In the subgroup analysis by age, sex, and race, we found heterogeneities in the association between alcohol categories and CIIS. Using linear regression analysis, in a fully adjusted model, females and older participants had lower values of CIIS compared to males, and younger participants in all alcohol categories. However, there was no significant interaction by sex or age. Whites tend to have lower values of CIIS compared to non-whites, especially with moderate alcohol consumption (β (95% CI): -1.06 (-1.93, -0.19) vs. 0.05 (-0.91, 1.00) respectively. The interaction p-value was close to the level of significance (P = 0.08) (Table 4).
Table 4.
Alcohol Categories | Beta-coefficient (95% CI) | Interaction P-value | |
---|---|---|---|
Male | 1-6 drinks/week | -0.04 (-0.62, 0.54) | 0.68 |
7-13 drinks/week | -1.47 (-1.00, 0.70) | ||
≥14 drinks/week | -0.02 (-1.29, 1.24) | ||
Female | 1-6 drinks/week | -0.45 (-0.98, 0.07) | |
7-13 drinks/week | -1.35 (-2.35, -0.36) | ||
≥14 drinks/week | -1.51 (-4.16, 1.14) | ||
Whites | 1-6 drinks/week | -0.45 (-1.02, 0.13) | 0.08 |
7-13 drinks/week | -1.06 (-1.93, -0.19) | ||
≥14 drinks/week | -1.05 (-2.58, 0.48) | ||
Non-Whites | 1-6 drinks/week | 0.07 (-0.46, 0.59) | |
7-13 drinks/week | 0.05 (-0.91, 1.00) | ||
≥14 drinks/week | 0.51 (-1.08, 2.10) | ||
Age >65 years | 1-6 drinks/week | -0.77 (-1.65, 0.11) | 0.45 |
7-13 drinks/week | -1.47 (-2.76, -0.17) | ||
≥14 drinks/week | 0.47 (-1.93, 2.86) | ||
Age ≤65 years | 1-6 drinks/week | -0.15 (-0.57, 0.26) | |
7-13 drinks/week | -0.42 (-1.14, 0.30) | ||
≥14 drinks/week | -0.74 (-1.95, 0.47) |
Beta coefficient and 95% confidence interval calculated from a multivariable linear regression analysis. Reference group = 0 drinks/week. Model adjusted for Age, Sex, Race, Socioeconomic status, Smoking, Physical Activity, BMI, insulin resistance, Hypertension, high-density cholesterol, CRP. CIIS, cardiac injury score; CRP, C-reactive protein; HDL, high-density lipoprotein; BMI, body mass index. Hypertension defined as systolic blood pressure ≥130 mmHg or diastolic blood pressure ≥85 or taking antihypertensive medications. Insulin resistance defined as fasting blood sugar ≥100 mg/dl, or self-reported history of diabetes or taking medications.

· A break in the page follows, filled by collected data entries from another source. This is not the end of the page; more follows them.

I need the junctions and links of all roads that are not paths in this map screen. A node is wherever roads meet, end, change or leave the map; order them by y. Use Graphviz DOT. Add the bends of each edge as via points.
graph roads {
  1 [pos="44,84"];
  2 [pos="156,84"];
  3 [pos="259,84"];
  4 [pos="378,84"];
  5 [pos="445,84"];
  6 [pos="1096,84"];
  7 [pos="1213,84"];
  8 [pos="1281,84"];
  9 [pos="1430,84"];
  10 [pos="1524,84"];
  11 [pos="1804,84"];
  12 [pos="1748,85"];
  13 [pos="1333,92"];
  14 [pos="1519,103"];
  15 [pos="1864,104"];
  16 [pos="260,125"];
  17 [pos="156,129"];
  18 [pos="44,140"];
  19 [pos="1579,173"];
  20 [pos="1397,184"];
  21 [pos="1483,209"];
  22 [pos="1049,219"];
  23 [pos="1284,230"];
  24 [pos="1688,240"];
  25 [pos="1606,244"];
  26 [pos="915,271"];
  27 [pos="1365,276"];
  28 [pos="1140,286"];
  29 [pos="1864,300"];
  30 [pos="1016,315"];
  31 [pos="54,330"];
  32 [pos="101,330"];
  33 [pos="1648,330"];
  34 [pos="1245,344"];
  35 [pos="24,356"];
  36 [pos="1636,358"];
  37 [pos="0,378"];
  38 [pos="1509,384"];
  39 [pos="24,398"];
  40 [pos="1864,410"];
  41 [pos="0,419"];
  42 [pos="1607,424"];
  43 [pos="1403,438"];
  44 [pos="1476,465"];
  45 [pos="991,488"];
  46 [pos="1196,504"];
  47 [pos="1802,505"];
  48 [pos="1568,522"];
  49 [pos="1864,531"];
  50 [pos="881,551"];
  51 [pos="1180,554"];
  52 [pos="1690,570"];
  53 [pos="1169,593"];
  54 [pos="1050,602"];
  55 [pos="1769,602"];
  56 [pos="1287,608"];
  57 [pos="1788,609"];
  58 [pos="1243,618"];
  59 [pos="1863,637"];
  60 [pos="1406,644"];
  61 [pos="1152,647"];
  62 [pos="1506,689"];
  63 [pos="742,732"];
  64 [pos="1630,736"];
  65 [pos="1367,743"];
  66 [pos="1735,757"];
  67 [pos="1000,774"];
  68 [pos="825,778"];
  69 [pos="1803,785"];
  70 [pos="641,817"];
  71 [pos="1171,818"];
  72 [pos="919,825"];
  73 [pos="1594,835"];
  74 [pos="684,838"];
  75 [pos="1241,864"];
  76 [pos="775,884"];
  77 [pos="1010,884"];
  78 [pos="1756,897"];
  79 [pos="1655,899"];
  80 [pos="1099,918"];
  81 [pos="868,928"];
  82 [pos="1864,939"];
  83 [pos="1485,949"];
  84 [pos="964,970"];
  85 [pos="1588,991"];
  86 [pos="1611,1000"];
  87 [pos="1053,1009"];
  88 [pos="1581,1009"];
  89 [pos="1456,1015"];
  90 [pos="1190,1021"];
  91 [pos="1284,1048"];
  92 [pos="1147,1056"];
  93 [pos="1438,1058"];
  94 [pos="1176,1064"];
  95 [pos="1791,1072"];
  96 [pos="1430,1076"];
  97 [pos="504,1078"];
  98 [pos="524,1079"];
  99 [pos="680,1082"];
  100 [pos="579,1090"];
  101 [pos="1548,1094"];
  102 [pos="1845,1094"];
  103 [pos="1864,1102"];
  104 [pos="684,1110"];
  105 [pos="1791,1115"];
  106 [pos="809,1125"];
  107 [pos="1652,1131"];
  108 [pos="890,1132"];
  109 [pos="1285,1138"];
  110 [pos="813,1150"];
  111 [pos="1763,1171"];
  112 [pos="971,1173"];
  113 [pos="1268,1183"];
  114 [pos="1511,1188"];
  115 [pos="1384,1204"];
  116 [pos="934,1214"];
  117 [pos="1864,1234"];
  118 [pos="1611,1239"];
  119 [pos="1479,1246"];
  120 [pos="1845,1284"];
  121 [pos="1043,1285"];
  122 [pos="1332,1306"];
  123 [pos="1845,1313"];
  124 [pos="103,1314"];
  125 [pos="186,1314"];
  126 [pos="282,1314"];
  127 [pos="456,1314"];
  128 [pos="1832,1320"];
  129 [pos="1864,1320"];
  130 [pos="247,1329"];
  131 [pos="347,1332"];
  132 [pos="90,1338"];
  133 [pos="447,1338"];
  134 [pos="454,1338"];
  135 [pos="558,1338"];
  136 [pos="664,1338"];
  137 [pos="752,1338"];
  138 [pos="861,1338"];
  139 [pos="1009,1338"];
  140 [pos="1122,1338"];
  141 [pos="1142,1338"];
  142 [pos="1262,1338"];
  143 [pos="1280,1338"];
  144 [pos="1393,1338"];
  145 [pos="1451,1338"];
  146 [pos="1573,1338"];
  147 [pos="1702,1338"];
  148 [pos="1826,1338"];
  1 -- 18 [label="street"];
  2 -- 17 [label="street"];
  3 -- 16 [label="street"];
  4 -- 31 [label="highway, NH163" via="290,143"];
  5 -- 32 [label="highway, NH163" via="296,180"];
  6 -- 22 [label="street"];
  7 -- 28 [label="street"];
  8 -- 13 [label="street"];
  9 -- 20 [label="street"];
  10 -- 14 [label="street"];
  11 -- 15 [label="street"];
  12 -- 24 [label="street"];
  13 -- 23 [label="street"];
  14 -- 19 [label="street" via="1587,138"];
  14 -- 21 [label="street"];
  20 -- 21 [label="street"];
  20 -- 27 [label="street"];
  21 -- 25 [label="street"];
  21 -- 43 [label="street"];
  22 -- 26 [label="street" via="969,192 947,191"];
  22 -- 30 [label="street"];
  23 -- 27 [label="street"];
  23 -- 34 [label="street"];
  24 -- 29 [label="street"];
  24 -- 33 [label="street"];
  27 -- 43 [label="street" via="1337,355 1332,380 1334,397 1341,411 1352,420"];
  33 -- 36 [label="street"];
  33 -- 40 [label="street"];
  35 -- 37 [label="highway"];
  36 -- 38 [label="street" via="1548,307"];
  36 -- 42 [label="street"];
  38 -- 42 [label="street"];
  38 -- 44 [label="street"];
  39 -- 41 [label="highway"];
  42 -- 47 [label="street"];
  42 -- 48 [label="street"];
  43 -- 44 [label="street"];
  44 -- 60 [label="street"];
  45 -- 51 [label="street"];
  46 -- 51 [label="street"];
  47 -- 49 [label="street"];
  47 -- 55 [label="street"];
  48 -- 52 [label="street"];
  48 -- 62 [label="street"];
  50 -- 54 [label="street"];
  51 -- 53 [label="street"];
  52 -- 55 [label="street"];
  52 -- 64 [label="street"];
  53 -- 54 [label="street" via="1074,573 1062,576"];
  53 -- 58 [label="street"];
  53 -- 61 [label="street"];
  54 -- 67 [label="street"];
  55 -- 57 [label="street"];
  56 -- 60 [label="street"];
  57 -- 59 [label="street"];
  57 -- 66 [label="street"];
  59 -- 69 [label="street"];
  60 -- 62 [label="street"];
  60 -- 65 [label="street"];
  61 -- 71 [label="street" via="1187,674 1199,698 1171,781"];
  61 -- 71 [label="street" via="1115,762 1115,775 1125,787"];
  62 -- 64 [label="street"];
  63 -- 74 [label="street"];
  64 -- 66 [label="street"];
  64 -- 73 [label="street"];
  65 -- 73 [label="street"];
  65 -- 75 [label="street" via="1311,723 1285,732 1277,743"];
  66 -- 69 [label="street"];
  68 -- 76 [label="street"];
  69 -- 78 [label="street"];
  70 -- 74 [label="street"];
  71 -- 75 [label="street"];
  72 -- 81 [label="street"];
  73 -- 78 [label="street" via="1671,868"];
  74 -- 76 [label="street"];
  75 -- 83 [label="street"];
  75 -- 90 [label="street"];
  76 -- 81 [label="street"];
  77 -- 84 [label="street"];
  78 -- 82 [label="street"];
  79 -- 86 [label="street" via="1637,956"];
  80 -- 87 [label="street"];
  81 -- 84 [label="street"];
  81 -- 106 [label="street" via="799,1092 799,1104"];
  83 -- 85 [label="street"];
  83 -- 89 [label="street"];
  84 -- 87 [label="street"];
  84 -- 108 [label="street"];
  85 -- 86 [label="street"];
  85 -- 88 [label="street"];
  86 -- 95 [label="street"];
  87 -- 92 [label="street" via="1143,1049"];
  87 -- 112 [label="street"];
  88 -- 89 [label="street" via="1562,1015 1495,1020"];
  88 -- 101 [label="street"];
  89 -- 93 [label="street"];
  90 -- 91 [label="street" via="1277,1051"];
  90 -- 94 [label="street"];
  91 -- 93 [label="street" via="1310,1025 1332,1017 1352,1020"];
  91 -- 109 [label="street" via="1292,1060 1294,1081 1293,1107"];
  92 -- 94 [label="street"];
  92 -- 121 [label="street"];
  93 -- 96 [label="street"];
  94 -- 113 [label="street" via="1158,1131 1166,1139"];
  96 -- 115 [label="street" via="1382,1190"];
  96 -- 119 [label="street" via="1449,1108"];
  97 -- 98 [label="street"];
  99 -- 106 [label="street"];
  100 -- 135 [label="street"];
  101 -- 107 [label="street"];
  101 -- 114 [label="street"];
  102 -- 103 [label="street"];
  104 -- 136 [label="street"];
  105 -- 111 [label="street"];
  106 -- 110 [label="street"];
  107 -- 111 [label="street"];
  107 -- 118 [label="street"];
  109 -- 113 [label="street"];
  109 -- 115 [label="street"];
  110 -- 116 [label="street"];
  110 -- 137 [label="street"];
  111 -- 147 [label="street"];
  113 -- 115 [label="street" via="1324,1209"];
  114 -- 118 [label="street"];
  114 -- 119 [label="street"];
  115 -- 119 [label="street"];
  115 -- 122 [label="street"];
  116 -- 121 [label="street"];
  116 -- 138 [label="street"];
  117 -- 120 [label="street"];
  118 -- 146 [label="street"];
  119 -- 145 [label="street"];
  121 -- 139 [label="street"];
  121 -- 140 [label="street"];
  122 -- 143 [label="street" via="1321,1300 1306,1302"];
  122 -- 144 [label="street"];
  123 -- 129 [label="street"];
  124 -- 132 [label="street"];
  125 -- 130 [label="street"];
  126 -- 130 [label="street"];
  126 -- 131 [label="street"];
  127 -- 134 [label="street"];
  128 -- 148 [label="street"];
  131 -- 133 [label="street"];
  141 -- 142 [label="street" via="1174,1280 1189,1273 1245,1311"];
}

We also calculated OR and 95% CI for SC-MI entered in the models as binary outcome variable defined as CIIS ≥10. There was no significant association between alcohol consumption and SC-MI using logistic regression analysis. However, among alcohol categories, odds of SC-MI was lowest with moderate alcohol consumption (OR (95% CI): 0.79 (0.60-1.04), P = 0.29) (Table S1).
Discussion
In this nationally representative sample of 6090 participants free of CVD at baseline, we found statistically significant cross-sectional associations between moderate alcohol consumption (7-13 drinks/week) and low CIIS. This inverse association between moderate alcohol consumption and CIIS score persisted despite rigorous adjustment for confounders. Although light and heavy drinking were also associated with decreased CIIS score, this association was not statistically significant. Moderate alcohol consumption relative to non-drinkers was associated with lower CIIS score among whites and not among the non-white population. Moreover, the inverse association was much stronger among females and older population (>65 years) compared to men and young (<65 years) respectively.

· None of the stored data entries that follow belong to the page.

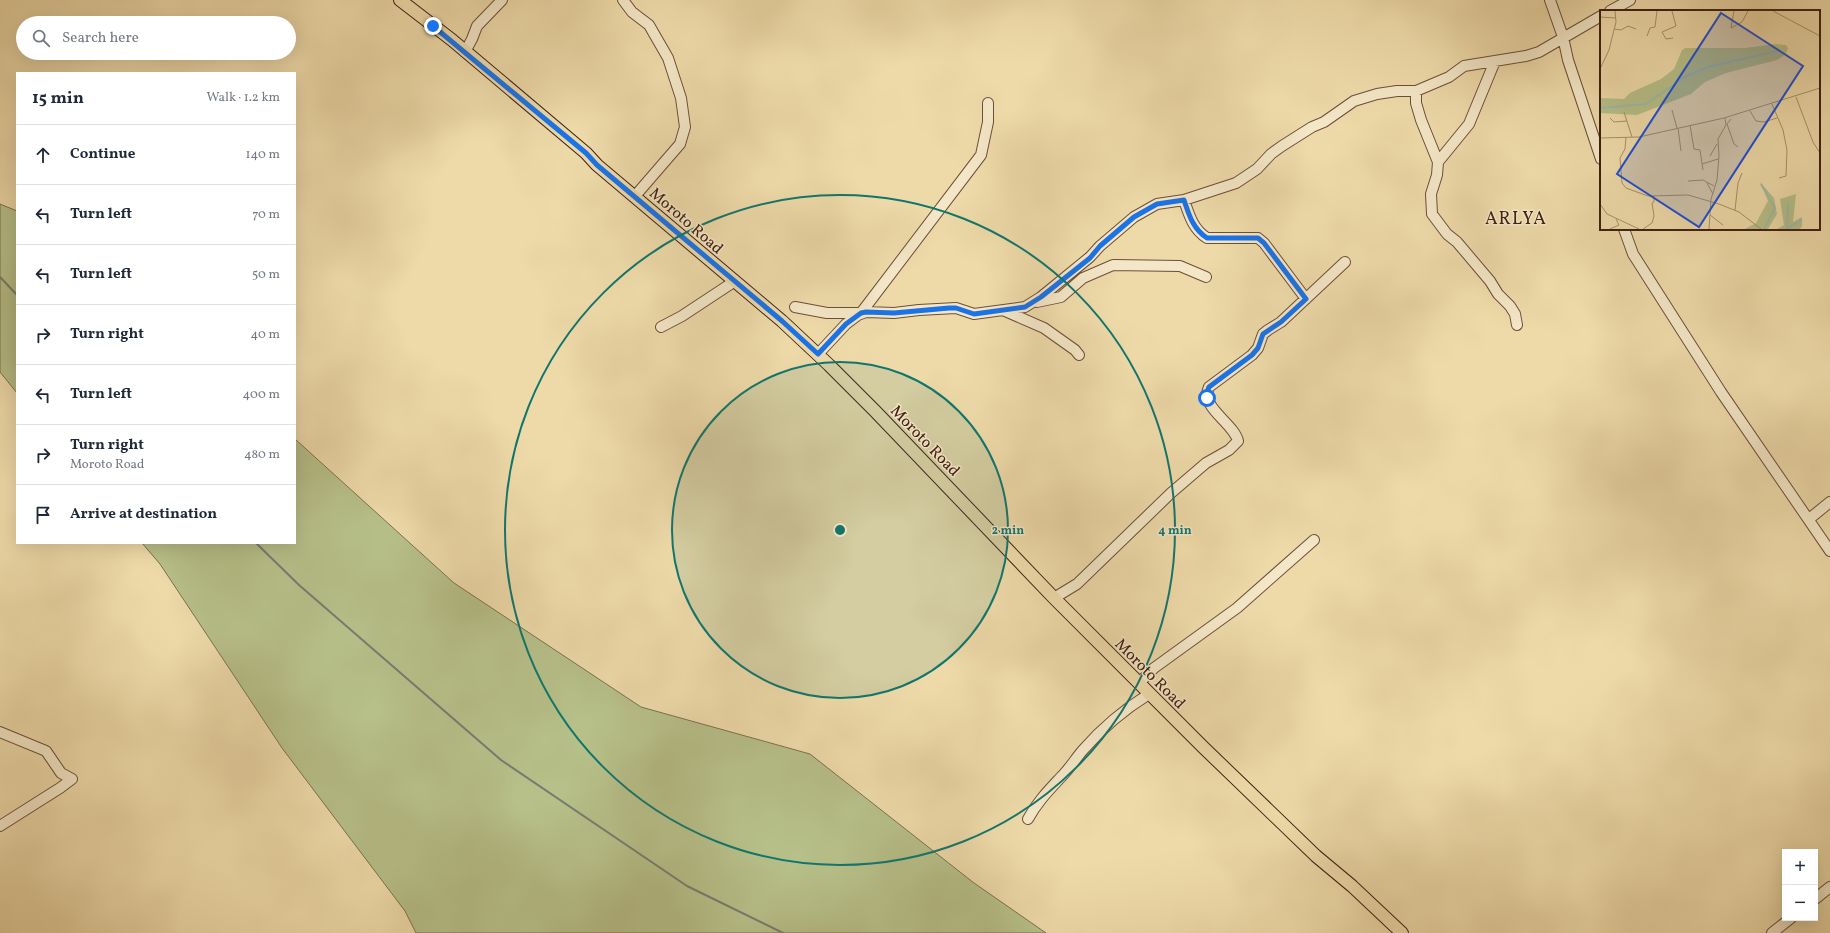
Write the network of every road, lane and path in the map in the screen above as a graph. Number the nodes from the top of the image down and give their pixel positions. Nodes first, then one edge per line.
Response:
1 (400, 0) edge
2 (502, 0) edge
3 (623, 0) edge
4 (1550, 0) edge
5 (1630, 0) edge
6 (1612, 10) edge
7 (1600, 17) edge
8 (1563, 37) junction
9 (465, 52) junction
10 (1495, 61) junction
11 (1416, 91) junction
12 (988, 103) dead end
13 (1600, 156) edge
14 (1438, 162) junction
15 (635, 196) junction
16 (1184, 200) junction
17 (1624, 230) edge
18 (1345, 262) dead end
19 (1206, 277) dead end
20 (735, 281) junction
21 (1306, 299) junction
22 (1033, 302) junction
23 (795, 307) dead end
24 (1005, 310) junction
25 (861, 313) junction
26 (1517, 325) dead end
27 (661, 327) dead end
28 (818, 354) junction
29 (1079, 355) dead end
30 (1830, 502) edge
31 (1809, 519) junction
32 (1314, 540) dead end
33 (1830, 551) edge
34 (1054, 598) junction
35 (1139, 683) junction
36 (1149, 694) junction
37 (0, 732) edge
38 (1028, 819) dead end
39 (0, 826) edge
40 (1830, 887) edge
41 (1818, 897) edge
42 (1787, 921) edge
43 (1402, 933) edge
44 (1772, 933) edge

1 - 9 main road, Moroto Road
2 - 9 street
3 - 15 street
4 - 8 street
5 - 6 street
7 - 8 street
8 - 10 street
8 - 13 street
9 - 15 main road, Moroto Road
10 - 11 street
10 - 14 street
11 - 14 street
11 - 16 street
12 - 25 street
14 - 26 street
15 - 20 main road, Moroto Road
16 - 21 street
16 - 22 street
17 - 31 street
18 - 21 street
19 - 22 street
20 - 27 street
20 - 28 main road, Moroto Road
21 - 34 street
22 - 24 street
23 - 25 street
24 - 25 street
24 - 29 street
25 - 28 street
28 - 34 main road, Moroto Road
30 - 31 street
31 - 33 street
32 - 35 street
34 - 35 main road, Moroto Road
35 - 36 main road, Moroto Road
36 - 38 street
36 - 43 main road, Moroto Road
37 - 39 street
40 - 41 street
42 - 44 street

Most of the previous studies have focused on examining the relationship between alcohol consumption and subclinical atherosclerosis using CAC or carotid intima-media thickness (c-IMT). Vliegenthart et al. [6] found a U-shaped association between alcohol consumption and coronary calcification while Pletcher et al. [7] discovered dose-response relation. A more recent study by Yun et al. [17] found that higher levels of alcohol consumption were associated with an increased risk of coronary calcification in Korean men. But most of the other epidemiological studies have found no association between alcohol use and CAC [8,9,11,18]. The few studies evaluating the effect of alcohol consumption and c-IMT have also provided conflicting results [18-21]. Furthermore, its duplicated an analysis from the Atherosclerosis Risk in Communities (ARIC) study showed that compared to never drinkers, persons who consumed 2-7 drinks per week were less likely to have increased levels of high sensitivity troponin T assays, another measure of SC-MI [12]. To the best of our knowledge, there has not been a prior study linking alcohol consumption levels to SC-MI as measured by ECG scoring system such as CIIS in a relatively healthy cohort.

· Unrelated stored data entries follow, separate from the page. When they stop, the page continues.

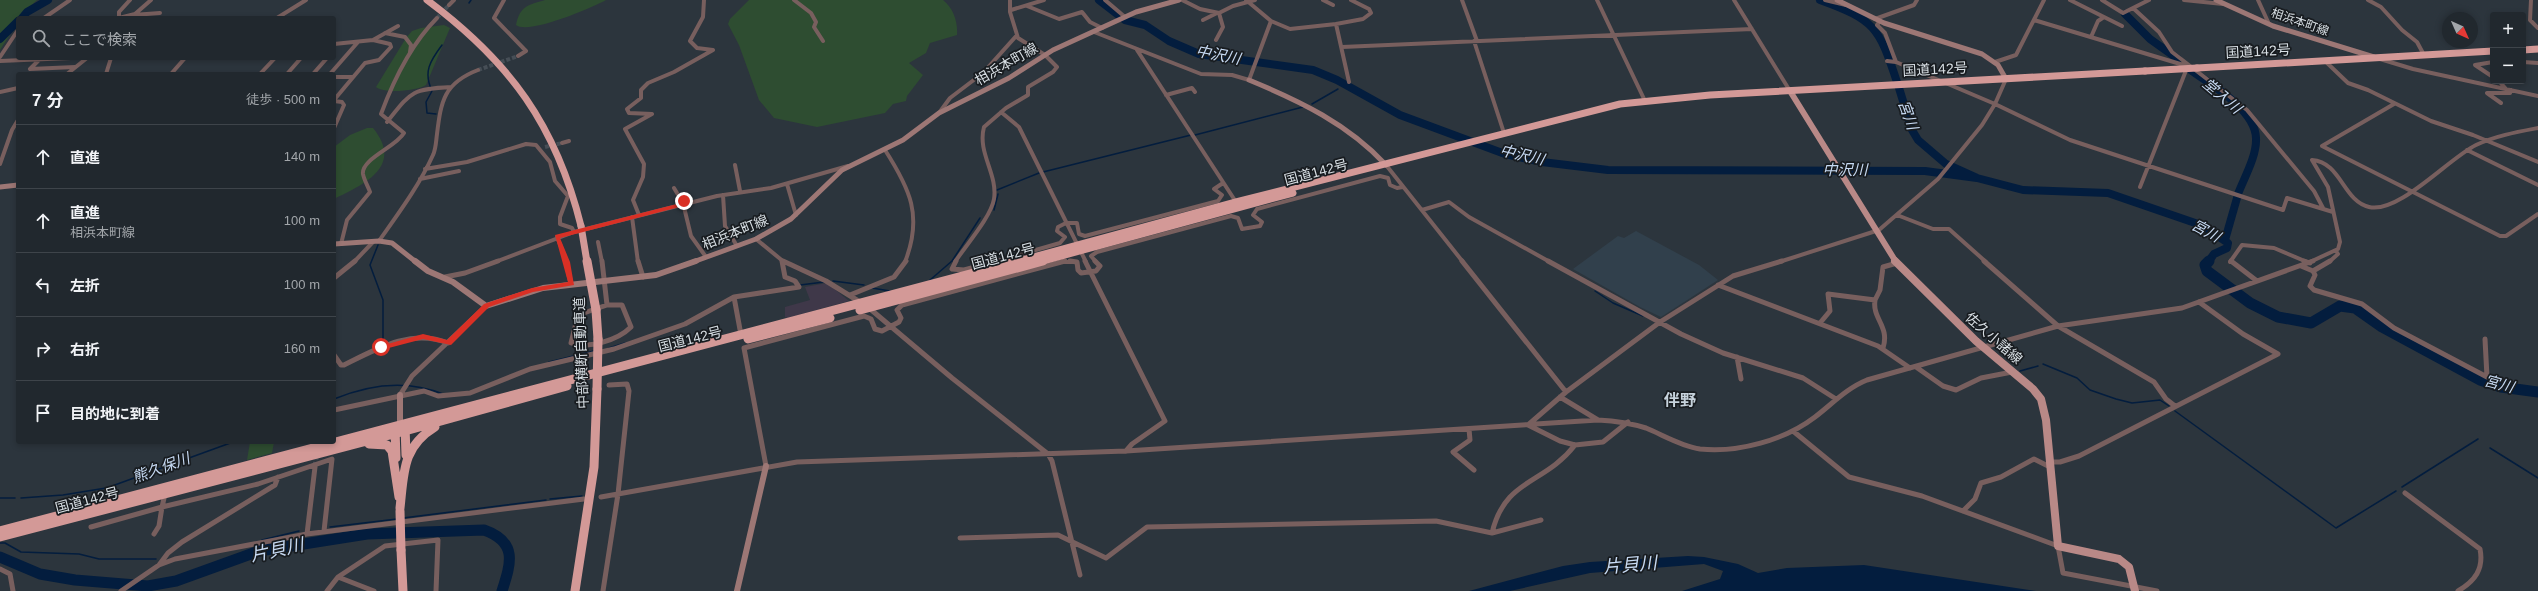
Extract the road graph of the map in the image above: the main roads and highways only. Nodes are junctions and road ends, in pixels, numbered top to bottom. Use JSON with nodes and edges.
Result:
{"nodes":[{"id":1,"x":427,"y":0,"type":"edge"},
{"id":2,"x":1180,"y":0,"type":"edge"},
{"id":3,"x":1837,"y":0,"type":"edge"},
{"id":4,"x":2216,"y":0,"type":"edge"},
{"id":5,"x":2538,"y":49,"type":"edge"},
{"id":6,"x":2526,"y":50,"type":"edge"},
{"id":7,"x":2490,"y":51,"type":"edge"},
{"id":8,"x":2378,"y":58,"type":"junction"},
{"id":9,"x":2006,"y":79,"type":"junction"},
{"id":10,"x":1249,"y":80,"type":"road end"},
{"id":11,"x":1790,"y":91,"type":"junction"},
{"id":12,"x":1386,"y":165,"type":"junction"},
{"id":13,"x":16,"y":185,"type":"edge"},
{"id":14,"x":0,"y":187,"type":"edge"},
{"id":15,"x":336,"y":244,"type":"edge"},
{"id":16,"x":1078,"y":247,"type":"junction"},
{"id":17,"x":865,"y":306,"type":"junction"},
{"id":18,"x":401,"y":392,"type":"road end"},
{"id":19,"x":508,"y":402,"type":"junction"},
{"id":20,"x":400,"y":428,"type":"junction"},
{"id":21,"x":302,"y":458,"type":"junction"},
{"id":22,"x":766,"y":466,"type":"road end"},
{"id":23,"x":406,"y":470,"type":"junction"},
{"id":24,"x":396,"y":474,"type":"junction"},
{"id":25,"x":400,"y":510,"type":"junction"},
{"id":26,"x":2,"y":535,"type":"edge"},
{"id":27,"x":2135,"y":588,"type":"edge"},
{"id":28,"x":403,"y":591,"type":"edge"},
{"id":29,"x":575,"y":591,"type":"edge"},
{"id":30,"x":737,"y":591,"type":"edge"}],
"edges":[{"from":1,"to":29,"type":"highway","name":"中部横断自動車道","bridge":true},
{"from":2,"to":15,"type":"main road","name":"相浜本町線"},
{"from":3,"to":9,"type":"main road"},
{"from":4,"to":8,"type":"main road","name":"相浜本町線"},
{"from":5,"to":6,"type":"highway"},
{"from":7,"to":8,"type":"highway","name":"国道142号"},
{"from":8,"to":9,"type":"highway","name":"国道142号","bridge":true},
{"from":9,"to":11,"type":"highway","name":"国道142号"},
{"from":10,"to":12,"type":"main road"},
{"from":11,"to":12,"type":"highway","name":"国道142号"},
{"from":11,"to":27,"type":"main road","name":"佐久小諸線"},
{"from":12,"to":16,"type":"highway","name":"国道142号"},
{"from":12,"to":16,"type":"highway","name":"国道142号"},
{"from":13,"to":14,"type":"main road"},
{"from":16,"to":17,"type":"highway","name":"国道142号"},
{"from":16,"to":17,"type":"highway","name":"国道142号"},
{"from":17,"to":19,"type":"highway","name":"国道142号"},
{"from":17,"to":20,"type":"highway","name":"国道142号"},
{"from":18,"to":20,"type":"main road"},
{"from":19,"to":20,"type":"highway","name":"国道142号"},
{"from":19,"to":23,"type":"highway"},
{"from":20,"to":21,"type":"highway","name":"国道142号"},
{"from":20,"to":23,"type":"highway"},
{"from":20,"to":24,"type":"highway"},
{"from":20,"to":26,"type":"highway","name":"国道142号"},
{"from":21,"to":24,"type":"highway"},
{"from":21,"to":26,"type":"highway","name":"国道142号"},
{"from":22,"to":30,"type":"main road"},
{"from":23,"to":25,"type":"highway"},
{"from":24,"to":25,"type":"highway"},
{"from":25,"to":28,"type":"highway","bridge":true}]}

The mechanisms by which alcohol consumption may influence subclinical myocardial injury are not entirely clear. Several proposed mechanisms of al-cohol that may explain its cardioprotective effect include increasing high-density lipoprotein (HDL) [3,4], decreasing c-reactive protein [5], increasing NO release [22], decreasing platelet aggregation [23] and increasing insulin sensitivity [2,24]. Our finding of moderate alcohol consumption having a protective association with SC-MI is consistent with existing evidence which suggests that moderate alcohol consumption is associated with decreased risk of CVD [1]. Our study showed the stronger inverse relationship between alcohol consumption and CIIS in the older population. As we can see from the potential mechanisms of the cardioprotective effects of alcohol, some effects are mediated through mechanisms that are not reflected by CIIS score. Hence, the protective effect of alcohol may differ in older individuals. Also, the finding of a strong association of alcohol consumption with lower CIIS score among female may suggest a more favorable dietary pattern that might have accentuated the protective effect of alcohol.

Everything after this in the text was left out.